### Task goal
All that should come back is the lines of the data below from the one containing "middle mcp: (844, 895)" to the one containing "thumb tip: (1051, 675)", inclusive, exactly as they stand.

### Data for the task

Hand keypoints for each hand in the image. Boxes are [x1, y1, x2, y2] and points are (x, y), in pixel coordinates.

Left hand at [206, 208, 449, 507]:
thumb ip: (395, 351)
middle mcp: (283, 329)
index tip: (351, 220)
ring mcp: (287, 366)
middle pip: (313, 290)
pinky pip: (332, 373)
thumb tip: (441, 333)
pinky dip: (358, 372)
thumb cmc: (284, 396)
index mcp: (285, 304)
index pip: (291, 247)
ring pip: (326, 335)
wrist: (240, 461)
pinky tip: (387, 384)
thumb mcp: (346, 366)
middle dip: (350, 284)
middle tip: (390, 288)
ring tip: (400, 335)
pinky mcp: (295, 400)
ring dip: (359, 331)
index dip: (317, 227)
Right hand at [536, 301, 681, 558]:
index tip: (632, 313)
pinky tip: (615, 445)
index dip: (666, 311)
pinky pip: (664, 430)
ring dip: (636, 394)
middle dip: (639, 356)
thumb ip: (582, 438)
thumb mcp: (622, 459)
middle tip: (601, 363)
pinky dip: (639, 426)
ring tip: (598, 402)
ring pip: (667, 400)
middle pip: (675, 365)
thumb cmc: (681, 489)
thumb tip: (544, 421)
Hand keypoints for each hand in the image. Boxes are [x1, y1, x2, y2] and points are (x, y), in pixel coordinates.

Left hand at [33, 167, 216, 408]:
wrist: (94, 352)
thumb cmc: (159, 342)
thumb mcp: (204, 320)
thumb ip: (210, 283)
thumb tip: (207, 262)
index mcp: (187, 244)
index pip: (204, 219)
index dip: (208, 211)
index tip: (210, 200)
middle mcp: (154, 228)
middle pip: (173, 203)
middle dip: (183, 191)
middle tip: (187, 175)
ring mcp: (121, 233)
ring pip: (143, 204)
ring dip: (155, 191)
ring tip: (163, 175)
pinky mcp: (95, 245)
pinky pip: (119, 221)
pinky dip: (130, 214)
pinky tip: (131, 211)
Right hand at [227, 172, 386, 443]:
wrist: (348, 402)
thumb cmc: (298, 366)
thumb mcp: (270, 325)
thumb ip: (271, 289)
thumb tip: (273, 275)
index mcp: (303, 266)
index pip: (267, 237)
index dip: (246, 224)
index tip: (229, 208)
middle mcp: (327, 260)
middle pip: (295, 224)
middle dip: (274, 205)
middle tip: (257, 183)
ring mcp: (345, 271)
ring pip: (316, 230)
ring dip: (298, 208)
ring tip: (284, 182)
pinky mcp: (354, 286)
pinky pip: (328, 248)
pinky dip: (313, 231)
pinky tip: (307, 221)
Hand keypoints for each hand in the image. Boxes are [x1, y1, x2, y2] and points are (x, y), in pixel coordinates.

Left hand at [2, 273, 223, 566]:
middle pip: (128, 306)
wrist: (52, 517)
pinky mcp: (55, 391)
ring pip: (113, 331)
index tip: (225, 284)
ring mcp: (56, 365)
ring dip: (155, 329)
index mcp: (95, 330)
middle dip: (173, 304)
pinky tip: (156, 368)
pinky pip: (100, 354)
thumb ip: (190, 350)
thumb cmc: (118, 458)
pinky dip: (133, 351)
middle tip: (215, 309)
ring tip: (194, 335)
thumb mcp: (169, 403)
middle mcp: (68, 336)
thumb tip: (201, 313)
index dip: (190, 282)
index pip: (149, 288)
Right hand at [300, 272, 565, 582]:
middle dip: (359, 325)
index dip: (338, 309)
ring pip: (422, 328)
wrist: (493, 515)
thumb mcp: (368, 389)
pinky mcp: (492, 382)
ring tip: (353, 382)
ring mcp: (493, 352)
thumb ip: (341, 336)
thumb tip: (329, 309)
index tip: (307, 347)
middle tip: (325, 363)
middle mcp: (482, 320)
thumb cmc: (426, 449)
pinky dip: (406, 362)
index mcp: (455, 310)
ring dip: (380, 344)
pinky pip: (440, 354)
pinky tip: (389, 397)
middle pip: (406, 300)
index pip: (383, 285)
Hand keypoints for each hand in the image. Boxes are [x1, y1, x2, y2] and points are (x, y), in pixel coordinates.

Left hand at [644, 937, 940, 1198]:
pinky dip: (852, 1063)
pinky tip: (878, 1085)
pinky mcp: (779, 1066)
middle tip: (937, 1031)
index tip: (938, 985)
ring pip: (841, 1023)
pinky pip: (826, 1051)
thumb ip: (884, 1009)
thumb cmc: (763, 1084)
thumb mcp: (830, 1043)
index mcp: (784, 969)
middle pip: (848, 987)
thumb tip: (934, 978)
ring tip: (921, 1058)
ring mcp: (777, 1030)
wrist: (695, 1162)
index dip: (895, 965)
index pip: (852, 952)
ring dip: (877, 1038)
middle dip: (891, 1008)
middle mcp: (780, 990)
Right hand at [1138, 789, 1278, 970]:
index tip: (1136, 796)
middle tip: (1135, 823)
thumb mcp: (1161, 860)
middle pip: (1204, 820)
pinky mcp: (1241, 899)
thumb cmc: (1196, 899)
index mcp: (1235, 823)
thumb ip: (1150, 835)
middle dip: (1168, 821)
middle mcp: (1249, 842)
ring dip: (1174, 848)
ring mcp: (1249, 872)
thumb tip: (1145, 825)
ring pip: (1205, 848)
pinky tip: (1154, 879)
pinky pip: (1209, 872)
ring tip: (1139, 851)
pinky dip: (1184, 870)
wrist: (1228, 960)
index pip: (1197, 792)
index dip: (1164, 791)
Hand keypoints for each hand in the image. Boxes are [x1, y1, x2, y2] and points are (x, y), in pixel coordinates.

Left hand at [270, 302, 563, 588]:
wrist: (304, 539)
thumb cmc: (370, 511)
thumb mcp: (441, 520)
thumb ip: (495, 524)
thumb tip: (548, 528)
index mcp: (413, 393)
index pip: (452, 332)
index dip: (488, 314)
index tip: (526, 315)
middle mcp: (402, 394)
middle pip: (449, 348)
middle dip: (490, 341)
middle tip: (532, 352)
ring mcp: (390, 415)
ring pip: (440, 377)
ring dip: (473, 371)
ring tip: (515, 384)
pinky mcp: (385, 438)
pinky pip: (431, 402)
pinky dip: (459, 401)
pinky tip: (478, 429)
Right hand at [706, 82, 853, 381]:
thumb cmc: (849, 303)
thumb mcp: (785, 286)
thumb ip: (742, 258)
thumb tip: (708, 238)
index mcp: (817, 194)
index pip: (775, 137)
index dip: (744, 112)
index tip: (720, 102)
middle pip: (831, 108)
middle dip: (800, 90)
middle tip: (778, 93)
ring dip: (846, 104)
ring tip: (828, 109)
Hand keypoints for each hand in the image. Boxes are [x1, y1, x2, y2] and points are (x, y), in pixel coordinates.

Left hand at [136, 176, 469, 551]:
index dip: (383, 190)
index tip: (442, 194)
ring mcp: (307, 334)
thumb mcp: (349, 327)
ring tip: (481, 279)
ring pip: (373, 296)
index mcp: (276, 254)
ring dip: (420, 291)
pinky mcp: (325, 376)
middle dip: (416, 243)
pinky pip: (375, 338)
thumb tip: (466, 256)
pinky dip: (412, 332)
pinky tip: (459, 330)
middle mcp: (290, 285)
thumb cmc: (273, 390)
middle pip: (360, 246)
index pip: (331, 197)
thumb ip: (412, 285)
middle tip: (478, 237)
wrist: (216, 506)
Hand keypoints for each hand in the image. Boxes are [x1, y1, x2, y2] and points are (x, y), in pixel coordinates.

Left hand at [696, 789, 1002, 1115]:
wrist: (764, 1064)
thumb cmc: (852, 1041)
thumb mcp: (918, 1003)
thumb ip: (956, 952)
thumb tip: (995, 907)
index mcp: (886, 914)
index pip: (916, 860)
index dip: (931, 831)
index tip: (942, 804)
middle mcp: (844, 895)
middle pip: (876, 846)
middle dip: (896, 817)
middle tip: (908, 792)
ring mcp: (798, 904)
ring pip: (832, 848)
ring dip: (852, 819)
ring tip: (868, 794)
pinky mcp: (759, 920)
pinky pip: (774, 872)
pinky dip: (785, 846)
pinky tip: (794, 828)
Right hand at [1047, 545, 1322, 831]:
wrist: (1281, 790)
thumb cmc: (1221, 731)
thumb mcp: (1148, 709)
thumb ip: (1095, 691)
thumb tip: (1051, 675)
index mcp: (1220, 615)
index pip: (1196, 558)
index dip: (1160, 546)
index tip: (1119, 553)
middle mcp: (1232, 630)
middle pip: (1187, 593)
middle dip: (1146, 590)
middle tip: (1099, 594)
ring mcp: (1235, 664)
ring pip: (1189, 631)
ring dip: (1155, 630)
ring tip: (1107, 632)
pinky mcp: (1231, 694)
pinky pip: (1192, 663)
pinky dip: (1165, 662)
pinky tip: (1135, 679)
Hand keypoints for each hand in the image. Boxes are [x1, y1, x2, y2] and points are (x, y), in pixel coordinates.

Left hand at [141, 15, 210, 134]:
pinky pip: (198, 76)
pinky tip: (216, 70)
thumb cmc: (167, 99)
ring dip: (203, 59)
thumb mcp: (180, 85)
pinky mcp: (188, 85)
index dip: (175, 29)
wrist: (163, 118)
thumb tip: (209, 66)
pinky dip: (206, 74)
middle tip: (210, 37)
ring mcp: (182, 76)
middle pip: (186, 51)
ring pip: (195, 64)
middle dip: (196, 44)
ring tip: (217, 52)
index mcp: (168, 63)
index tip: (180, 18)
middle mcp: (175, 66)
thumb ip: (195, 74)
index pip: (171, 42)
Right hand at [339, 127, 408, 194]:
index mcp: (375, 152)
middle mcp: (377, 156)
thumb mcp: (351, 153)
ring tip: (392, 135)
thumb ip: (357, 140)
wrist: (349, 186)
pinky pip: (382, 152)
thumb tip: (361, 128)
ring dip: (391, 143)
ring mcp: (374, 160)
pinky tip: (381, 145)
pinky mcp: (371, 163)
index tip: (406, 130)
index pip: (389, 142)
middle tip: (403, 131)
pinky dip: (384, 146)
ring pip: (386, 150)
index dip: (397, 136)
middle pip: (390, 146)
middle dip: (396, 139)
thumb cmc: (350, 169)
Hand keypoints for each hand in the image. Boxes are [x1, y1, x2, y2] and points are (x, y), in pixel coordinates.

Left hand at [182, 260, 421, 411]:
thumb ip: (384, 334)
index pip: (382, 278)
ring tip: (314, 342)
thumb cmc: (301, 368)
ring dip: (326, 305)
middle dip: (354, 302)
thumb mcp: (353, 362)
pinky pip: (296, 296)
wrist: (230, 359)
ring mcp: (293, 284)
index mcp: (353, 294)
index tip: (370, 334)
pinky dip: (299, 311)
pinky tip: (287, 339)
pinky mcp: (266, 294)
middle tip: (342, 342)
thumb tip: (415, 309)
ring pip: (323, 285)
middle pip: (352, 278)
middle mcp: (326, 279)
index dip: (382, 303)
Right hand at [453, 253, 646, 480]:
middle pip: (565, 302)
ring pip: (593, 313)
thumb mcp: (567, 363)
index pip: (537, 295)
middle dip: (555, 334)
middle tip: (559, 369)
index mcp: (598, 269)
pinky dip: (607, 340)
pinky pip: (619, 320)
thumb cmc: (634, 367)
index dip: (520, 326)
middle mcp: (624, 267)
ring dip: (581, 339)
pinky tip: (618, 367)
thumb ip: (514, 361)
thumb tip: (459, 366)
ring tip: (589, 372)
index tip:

### Reply to the task
middle mcp: (844, 895)
middle pip: (876, 846)
middle dip: (896, 817)
middle tip: (908, 792)
ring mcp: (798, 904)
ring pip: (832, 848)
ring dip: (852, 819)
ring tip: (868, 794)
pinky mcp: (759, 920)
pinky pip: (774, 872)
pinky dip: (785, 846)
pinky tip: (794, 828)
Right hand at [1047, 545, 1322, 831]:
wrist: (1281, 790)
thumb cmc: (1221, 731)
thumb mcp: (1148, 709)
thumb ip: (1095, 691)
thumb tip: (1051, 675)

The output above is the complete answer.